Journaliste, correspondant de guerre, écrivain, Ernest Hemingway n'a pas été aventurier que dans sa vie professionnelle. Celles qui ont partagé sa vie affective en ont fait les frais. Paula McLain a mis son talent d'écrivain au service de Hadley et lui fait revivre cette idylle de six années qui restera à jamais dans la mémoire de celle-ci comme l'épisode dramatique de sa vie.
Paris au lendemain de la première guerre mondiale, des expatriés américains se retrouvent au sein ce que l'une d'entre eux, Gertrude Stein, immortalisera sous l'expression de génération perdue. Une génération d'artistes et intellectuels qui tentent inconsciemment d'exorciser dans l'alcool et les fêtes le cauchemar de la grande guerre.

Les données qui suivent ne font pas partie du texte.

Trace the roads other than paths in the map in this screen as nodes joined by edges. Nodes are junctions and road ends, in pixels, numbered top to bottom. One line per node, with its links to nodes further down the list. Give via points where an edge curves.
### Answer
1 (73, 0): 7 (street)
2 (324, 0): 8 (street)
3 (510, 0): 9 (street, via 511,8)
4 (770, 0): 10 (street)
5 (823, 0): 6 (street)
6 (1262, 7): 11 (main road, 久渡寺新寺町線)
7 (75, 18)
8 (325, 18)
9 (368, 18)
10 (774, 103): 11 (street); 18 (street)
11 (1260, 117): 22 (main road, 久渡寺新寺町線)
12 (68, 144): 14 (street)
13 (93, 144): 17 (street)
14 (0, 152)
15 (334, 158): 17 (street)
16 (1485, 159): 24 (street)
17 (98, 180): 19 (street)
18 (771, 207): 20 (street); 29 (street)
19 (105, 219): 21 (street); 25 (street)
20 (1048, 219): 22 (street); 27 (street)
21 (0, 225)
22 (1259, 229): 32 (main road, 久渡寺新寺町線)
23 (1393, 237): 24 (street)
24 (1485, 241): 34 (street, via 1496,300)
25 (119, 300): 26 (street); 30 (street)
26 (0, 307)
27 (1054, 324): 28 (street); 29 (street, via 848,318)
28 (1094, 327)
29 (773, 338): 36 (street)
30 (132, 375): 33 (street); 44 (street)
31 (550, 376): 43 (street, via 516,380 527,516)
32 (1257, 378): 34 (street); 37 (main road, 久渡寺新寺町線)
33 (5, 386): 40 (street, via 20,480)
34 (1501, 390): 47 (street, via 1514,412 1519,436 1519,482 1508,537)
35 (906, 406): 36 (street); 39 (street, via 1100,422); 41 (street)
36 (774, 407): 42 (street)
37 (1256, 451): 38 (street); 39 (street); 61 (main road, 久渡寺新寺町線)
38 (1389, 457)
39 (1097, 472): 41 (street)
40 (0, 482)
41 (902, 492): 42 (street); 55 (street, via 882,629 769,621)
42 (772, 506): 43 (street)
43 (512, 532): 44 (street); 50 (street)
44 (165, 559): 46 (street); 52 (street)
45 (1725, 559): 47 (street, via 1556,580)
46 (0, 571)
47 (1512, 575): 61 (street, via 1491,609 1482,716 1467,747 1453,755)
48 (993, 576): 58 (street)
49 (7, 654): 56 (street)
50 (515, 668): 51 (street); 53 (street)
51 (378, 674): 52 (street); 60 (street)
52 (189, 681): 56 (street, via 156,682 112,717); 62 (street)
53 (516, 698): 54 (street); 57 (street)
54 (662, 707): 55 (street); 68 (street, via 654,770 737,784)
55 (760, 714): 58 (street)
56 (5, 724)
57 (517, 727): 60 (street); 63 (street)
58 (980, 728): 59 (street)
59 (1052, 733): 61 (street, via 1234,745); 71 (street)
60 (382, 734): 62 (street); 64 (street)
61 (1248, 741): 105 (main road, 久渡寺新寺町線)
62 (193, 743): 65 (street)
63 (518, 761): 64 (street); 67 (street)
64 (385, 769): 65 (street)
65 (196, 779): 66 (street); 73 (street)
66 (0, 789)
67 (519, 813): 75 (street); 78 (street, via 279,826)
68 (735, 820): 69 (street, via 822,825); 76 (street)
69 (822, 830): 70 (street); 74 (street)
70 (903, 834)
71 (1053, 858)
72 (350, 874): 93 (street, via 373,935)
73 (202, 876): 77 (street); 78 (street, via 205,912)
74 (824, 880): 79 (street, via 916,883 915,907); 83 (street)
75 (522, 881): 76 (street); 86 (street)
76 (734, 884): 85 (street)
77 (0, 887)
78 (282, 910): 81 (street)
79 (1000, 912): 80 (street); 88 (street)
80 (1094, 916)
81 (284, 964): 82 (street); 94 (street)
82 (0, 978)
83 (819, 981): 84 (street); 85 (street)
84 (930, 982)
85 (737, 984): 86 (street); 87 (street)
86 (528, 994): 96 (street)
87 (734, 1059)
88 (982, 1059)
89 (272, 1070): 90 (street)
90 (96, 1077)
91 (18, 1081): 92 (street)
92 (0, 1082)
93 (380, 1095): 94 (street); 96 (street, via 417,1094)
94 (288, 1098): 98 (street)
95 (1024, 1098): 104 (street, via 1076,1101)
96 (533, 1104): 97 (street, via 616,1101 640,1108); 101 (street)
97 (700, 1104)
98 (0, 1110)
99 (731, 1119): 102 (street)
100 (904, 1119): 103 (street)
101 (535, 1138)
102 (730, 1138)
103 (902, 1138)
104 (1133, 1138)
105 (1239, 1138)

Elle avait avalé leur jeunesse et fait tomber trop tôt sur leurs frêles épaules une maturité précoce nourrie d'angoisses. Ernest Hemingway qui a connu les affres de la guerre en Italie, dont il tirera L'adieu aux armes, se retrouve volontiers sous ce label. Il ne craint pas d'explorer l'absurdité de la condition humaine lorsqu'elle se livre aux horreurs qu'elle fomente.
Grand témoin des conflits du vingtième siècle, amateur de corridas, de courses de chevaux, de chasse, sa soif de sensationnel, de liberté s'est assouvie au détriment du bonheur de celles qui ont choisi de partager sa vie. Paula McLain nous dresse un portrait admirable de Hadley, femme simple et courageuse, d'une grande sincérité, peut-être un peu naïve, que rien ne prédestinait à quitter son Amérique natale pour s'enfoncer dans le drame avec cet homme, de six ans plus jeune qu'elle, qui trouve logique de vivre à trois quand on ne peut choisir entre deux amours. Paula McLain nous fait prendre fait et cause pour ce personnage désintéressé qu'elle sait rendre attachant lorsqu'elle partage la vie de galère du futur prix Nobel encore loin de la célébrité, dans un sordide deux pièces parisien.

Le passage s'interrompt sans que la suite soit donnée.